Reputation: 861
I'm trying to extend jQuery with the following:
$.fn.extend({
initCore: $.fn.init,
init: function (selector, context, rootjQuery) {
return $.fn.initCore(selector, context, rootjQuery);
}
}),
However, it doesn't seem to work right, and creating simple things such as an alert on click produce errors. Can anyone spot the problem?
Thanks in advance!
Upvotes: 2
Views: 980
Reputation: 21
At first, the last comma doesn't belong there. Secondly, you only have to add the new keyword to the code:
$.fn.extend({
initCore: $.fn.init,
init: function (selector, context, rootjQuery) {
return new $.fn.initCore(selector, context, rootjQuery);
}
})
Reason: initCore is the constructor, and you can't return a constructor as an object.
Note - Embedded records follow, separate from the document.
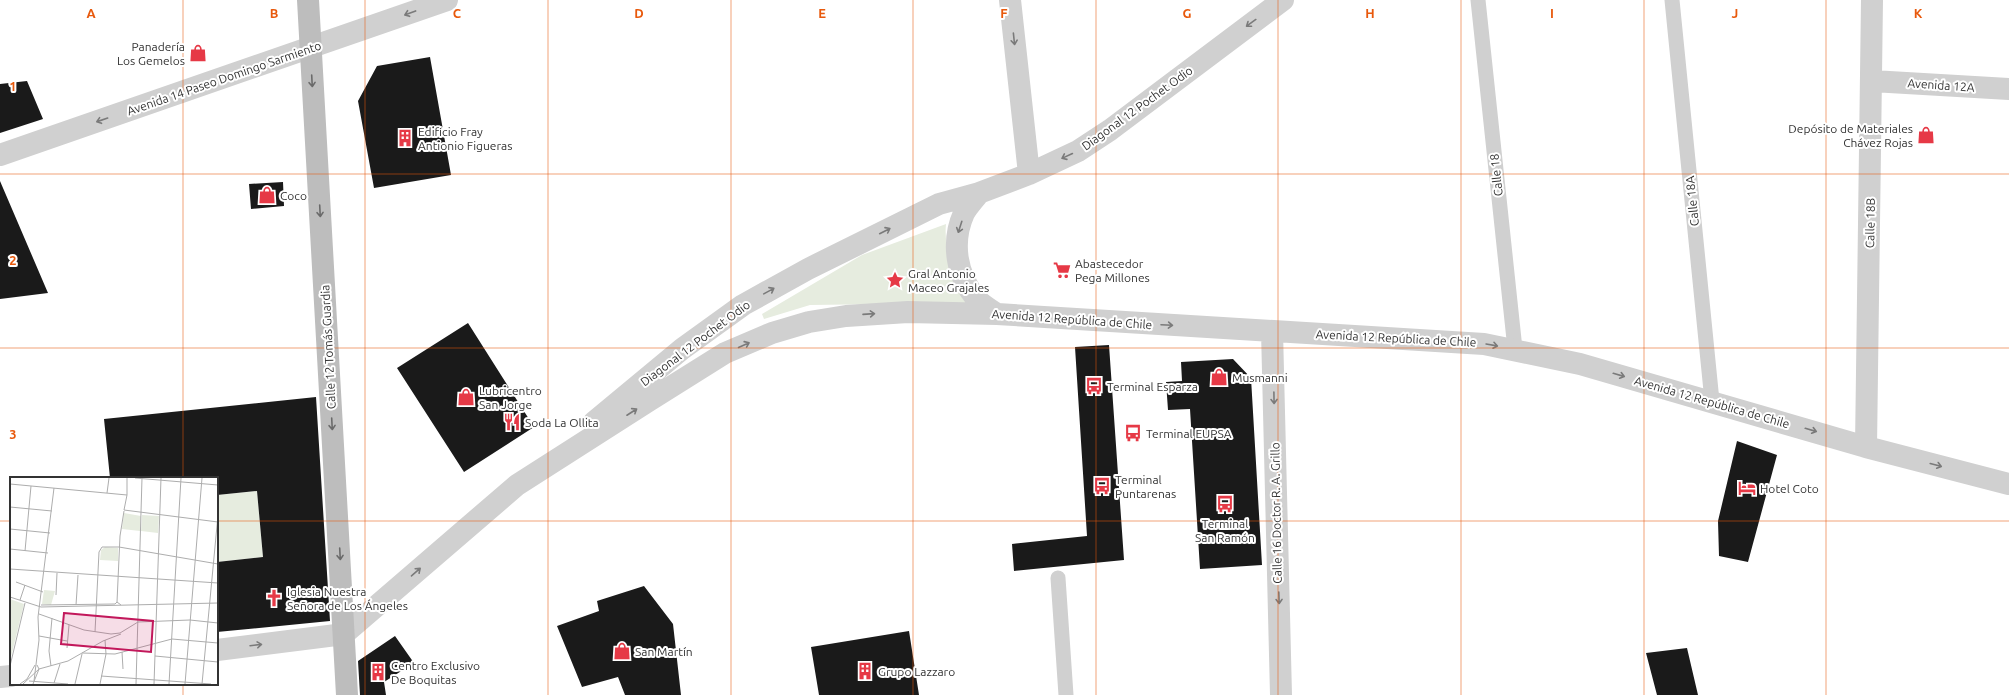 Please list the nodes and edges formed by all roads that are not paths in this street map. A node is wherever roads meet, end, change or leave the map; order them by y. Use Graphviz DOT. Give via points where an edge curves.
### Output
graph roads {
  1 [pos="308,0"];
  2 [pos="447,0"];
  3 [pos="1010,0"];
  4 [pos="1283,0"];
  5 [pos="1478,0"];
  6 [pos="1672,0"];
  7 [pos="1872,0"];
  8 [pos="310,49"];
  9 [pos="1872,80"];
  10 [pos="2009,89"];
  11 [pos="0,156"];
  12 [pos="1029,174"];
  13 [pos="979,193"];
  14 [pos="997,314"];
  15 [pos="1272,331"];
  16 [pos="1515,349"];
  17 [pos="1712,401"];
  18 [pos="1866,447"];
  19 [pos="2009,484"];
  20 [pos="517,485"];
  21 [pos="1058,578"];
  22 [pos="344,634"];
  23 [pos="218,650"];
  24 [pos="10,676"];
  25 [pos="0,677"];
  26 [pos="347,695"];
  27 [pos="1066,695"];
  28 [pos="1281,695"];
  1 -- 8 [label="street, Calle 12 Tomás Guardia"];
  2 -- 8 [label="street, Avenida 14 Paseo Domingo Sarmiento, one-way"];
  3 -- 12 [label="street, one-way"];
  4 -- 12 [label="street, Diagonal 12 Pochet Odio, one-way" via="1110,130 1078,151"];
  5 -- 16 [label="lane, Calle 18"];
  6 -- 17 [label="lane, Calle 18A"];
  7 -- 9 [label="street, Calle 18B"];
  8 -- 11 [label="street, Avenida 14 Paseo Domingo Sarmiento, one-way"];
  8 -- 22 [label="street, Calle 12 Tomás Guardia, one-way"];
  9 -- 10 [label="street, Avenida 12A"];
  9 -- 18 [label="street, Calle 18B"];
  12 -- 13 [label="street, Diagonal 12 Pochet Odio"];
  13 -- 14 [label="street, one-way" via="965,213 957,235 957,259 964,281 978,300"];
  20 -- 13 [label="street, Diagonal 12 Pochet Odio, one-way" via="682,349 743,305 808,269 939,204"];
  14 -- 15 [label="street, Avenida 12 República de Chile, one-way"];
  20 -- 14 [label="street, Avenida 12 República de Chile, one-way" via="725,353 772,333 809,322 846,316 908,312"];
  15 -- 16 [label="street, Avenida 12 República de Chile, one-way" via="1484,344"];
  15 -- 28 [label="street, Calle 16 Doctor R. A. Grillo, one-way"];
  16 -- 17 [label="street, Avenida 12 República de Chile, one-way" via="1580,364"];
  17 -- 18 [label="street, Avenida 12 República de Chile, one-way"];
  18 -- 19 [label="street, Avenida 12 República de Chile, one-way"];
  22 -- 20 [label="street, Avenida 12 República de Chile, one-way"];
  21 -- 27 [label="lane"];
  23 -- 22 [label="street, one-way"];
  22 -- 26 [label="street, Calle 12 Tomás Guardia"];
  24 -- 25 [label="street"];
}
You have to create an object from the constructor.
Upvotes: 0
Reputation: 664538
I guess you're missing the context. Try
return $.fn.initCore.call(this, selector, context, rootjQuery);
or even easier
return this.initCore(selector, context, rootjQuery);
No, wait, init
is the constructor itself. That means
$.fn.initCore.call(this, selector, context, rootjQuery);
doSomeThingWith(this);
...
$.fn.init.prototype = $.fn;
or
var ob = new $.fn.initCore(selector, context, rootjQuery);
doSomeThingWith(ob);
return ob;
Upvotes: 1
Reputation: 887453
$.fn.init
is the class constructor itself.
Try adding $.fn.init.prototype = $.fn
afterwords to restore the original prototype.